A lawsuit filed by Williams-Sonoma against Amazon in December demonstrates the ecommerce platform’s ability to replicate and overwhelm rival product lines. Williams-Sonoma is relatively strong online, with ecommerce accounting for the majority of sales, and its furniture business West Elm is thought to be insulated from Amazon. But near clones of West Elm items have gotten top billing on Amazon’s owned media, Hal Singer, managing director of Econ One Research and a senior fellow at the George Washington Institute for Public Policy, writes for Forbes. Additionally, he argues Amazon has used its search knowledge to box West Elm out of Google by bidding up the price of West Elm’s strongest organic search terms. More.

Apple’s Bushel Of Bundles

Apple has reportedly considered launching a video game subscription offering, Cheddar reports.
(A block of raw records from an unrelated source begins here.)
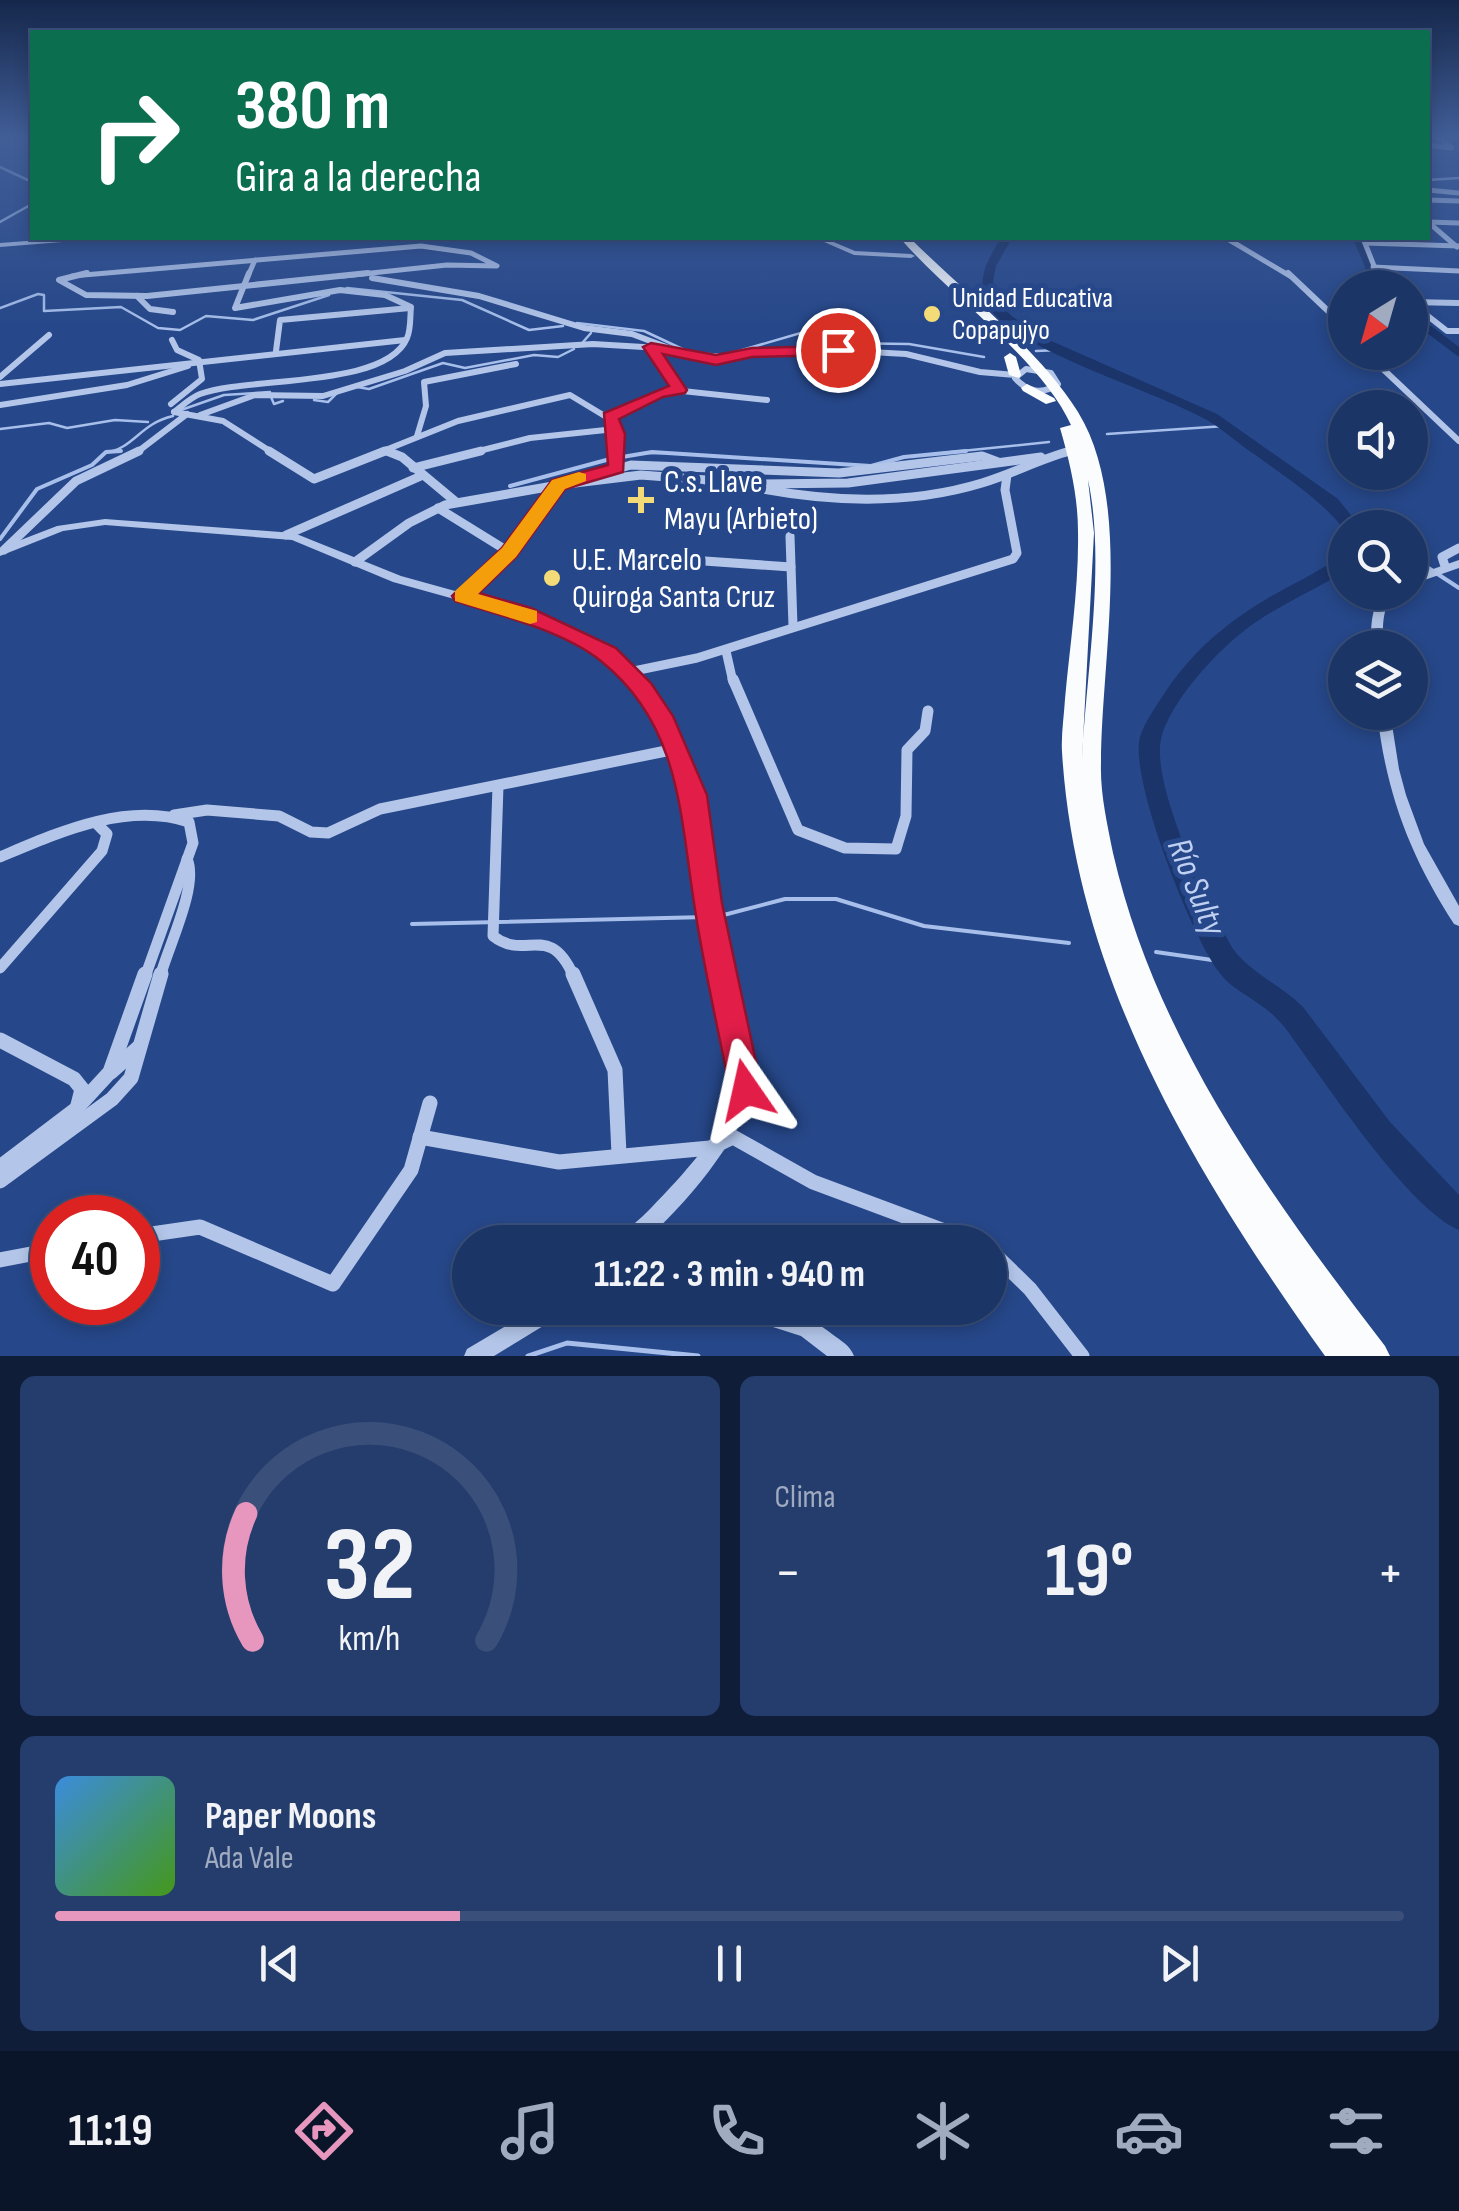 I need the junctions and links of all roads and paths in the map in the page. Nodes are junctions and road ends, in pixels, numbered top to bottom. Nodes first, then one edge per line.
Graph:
1 (1430, 222) edge
2 (1459, 223) edge
3 (1430, 224) edge
4 (62, 240) edge
5 (822, 240) edge
6 (1230, 240) edge
7 (1364, 240) edge
8 (0, 245) edge
9 (908, 247) edge
10 (1458, 247) edge
11 (354, 251) junction
12 (255, 260) junction
13 (1373, 266) junction
14 (1376, 270) edge
15 (1459, 270) edge
16 (357, 276) junction
17 (244, 287) junction
18 (137, 296) junction
19 (1428, 303) edge
20 (1459, 304) edge
21 (411, 308) junction
22 (1328, 310) edge
23 (173, 312) dead end
24 (1428, 316) edge
25 (1459, 331) edge
26 (49, 335) dead end
27 (172, 340) dead end
28 (405, 340) junction
29 (651, 347) junction
30 (666, 348) junction
31 (276, 351) junction
32 (199, 361) junction
33 (377, 363) junction
34 (516, 364) dead end
35 (1384, 370) edge
36 (0, 380) edge
37 (1036, 380) junction
38 (679, 390) junction
39 (332, 393) junction
40 (767, 400) dead end
41 (0, 405) edge
42 (174, 412) junction
43 (188, 414) junction
44 (200, 415) junction
45 (610, 417) junction
46 (615, 429) junction
47 (417, 436) junction
48 (1459, 441) edge
49 (384, 450) junction
50 (1072, 450) junction
51 (1041, 456) junction
52 (998, 462) junction
53 (413, 468) junction
54 (619, 472) junction
55 (1006, 474) junction
56 (421, 476) junction
57 (746, 483) junction
58 (558, 484) junction
59 (456, 502) junction
60 (438, 508) junction
61 (286, 536) junction
62 (790, 536) dead end
63 (1459, 548) edge
64 (2, 551) edge
65 (509, 552) junction
66 (690, 560) dead end
67 (354, 562) junction
68 (1459, 564) edge
69 (791, 567) junction
70 (1438, 568) junction
71 (1428, 572) edge
72 (463, 596) junction
73 (793, 626) junction
74 (726, 652) junction
75 (629, 672) junction
76 (928, 712) dead end
77 (1386, 730) edge
78 (676, 748) junction
79 (498, 786) junction
80 (171, 816) junction
81 (92, 822) junction
82 (0, 857) edge
83 (187, 858) junction
84 (1459, 889) edge
85 (1440, 892) junction
86 (1459, 919) edge
87 (0, 968) edge
88 (0, 1040) edge
89 (140, 1047) junction
90 (110, 1072) junction
91 (430, 1103) dead end
92 (75, 1110) junction
93 (420, 1137) junction
94 (710, 1148) junction
95 (619, 1154) junction
96 (0, 1167) edge
97 (0, 1181) edge
98 (648, 1225) edge
99 (928, 1225) edge
100 (160, 1233) edge
101 (30, 1254) edge
102 (0, 1260) edge
103 (1007, 1267) edge
104 (526, 1325) edge
105 (801, 1325) edge
106 (474, 1356) edge
107 (844, 1356) edge
108 (1082, 1356) edge
109 (1343, 1356) edge
110 (1375, 1356) edge

1 - 2 street
3 - 10 street
4 - 8 street
5 - 9 street
6 - 22 street
7 - 10 street
7 - 13 street
9 - 37 highway
11 - 12 street
11 - 16 street
11 - 16 street
12 - 17 street
12 - 18 street
13 - 14 street
13 - 15 street
16 - 17 street
16 - 30 street
17 - 18 street
17 - 21 street
18 - 23 street
19 - 20 street
21 - 28 street
21 - 31 street
24 - 25 street
26 - 36 street
27 - 32 street
28 - 31 street
28 - 33 street
29 - 30 street
29 - 38 street
29 - 39 street
30 - 37 street
31 - 32 street
32 - 36 street
32 - 41 street
32 - 42 street
33 - 39 street
33 - 42 street
34 - 47 street
35 - 48 street
37 - 50 highway
37 - 110 highway
38 - 40 street
38 - 45 street
39 - 44 street
42 - 43 street
43 - 44 street
43 - 64 street
44 - 49 street
45 - 46 street
45 - 47 street
46 - 53 street
46 - 54 street
47 - 49 street
49 - 53 street
50 - 51 street
50 - 109 highway
51 - 52 street
51 - 55 street
52 - 54 street
52 - 57 street
53 - 56 street
54 - 57 street
54 - 58 street
55 - 57 street
55 - 73 street
56 - 59 street
56 - 61 street
58 - 59 street
58 - 65 street
59 - 60 street
60 - 65 street
60 - 67 street
61 - 64 street
61 - 67 street
62 - 69 street
63 - 70 street
65 - 72 street
66 - 69 street
67 - 72 street
68 - 70 street
69 - 73 street
70 - 71 street
72 - 75 street
73 - 74 street
74 - 75 street
74 - 76 street
75 - 78 street
77 - 85 street
78 - 79 street
78 - 94 street
79 - 80 street
79 - 95 street
80 - 81 street
80 - 83 street
81 - 82 street
81 - 87 street
83 - 89 street
83 - 90 street
84 - 85 street
85 - 86 street
88 - 92 street
89 - 90 street
89 - 97 street
90 - 92 street
91 - 93 street
92 - 96 street
93 - 95 street
93 - 100 street
94 - 95 street
94 - 98 street
94 - 99 street
101 - 102 street
103 - 108 street
104 - 106 street
105 - 107 street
The product could incubate exclusive games for the App Store and would give developers a larger cut of revenues. But a good deal for developers doesn’t guarantee traction. Most games are free to download and make money off small in-app transactions. “It’s unclear how much the subscription will cost or what kind of games Apple will offer. The service is still in the early stages of development, and Apple could ultimately decide to abandon it.” More. Cheddar’s report follows a string of rumors suggesting Apple is tiptoeing into content subscriptions, including a streaming TV skinny bundle and a news package. The company acquired digital subscription service Texture in 2018.

Watching And Waiting

A year and a half after its launch, Facebook Watch is still more watch-and-see than must-watch. After wooing publishers initially with promises of huge production budgets, Facebook is having trouble finding audiences and filling out its programming, Bloomberg reports. And the experience is cluttered with ads, including banners and pre-rolls which Facebook CEO Mark Zuckerberg previously stated would not run on Watch. Facebook is a video advertising giant, doubling YouTube in total video revenue, according to eMarketer estimates. But Watch accounts for just 1% of Facebook’s video ad sales. “We just haven’t figured out how to make it a superpower of ours,” says Matthew Henick, Facebook’s head of content strategy and planning. More.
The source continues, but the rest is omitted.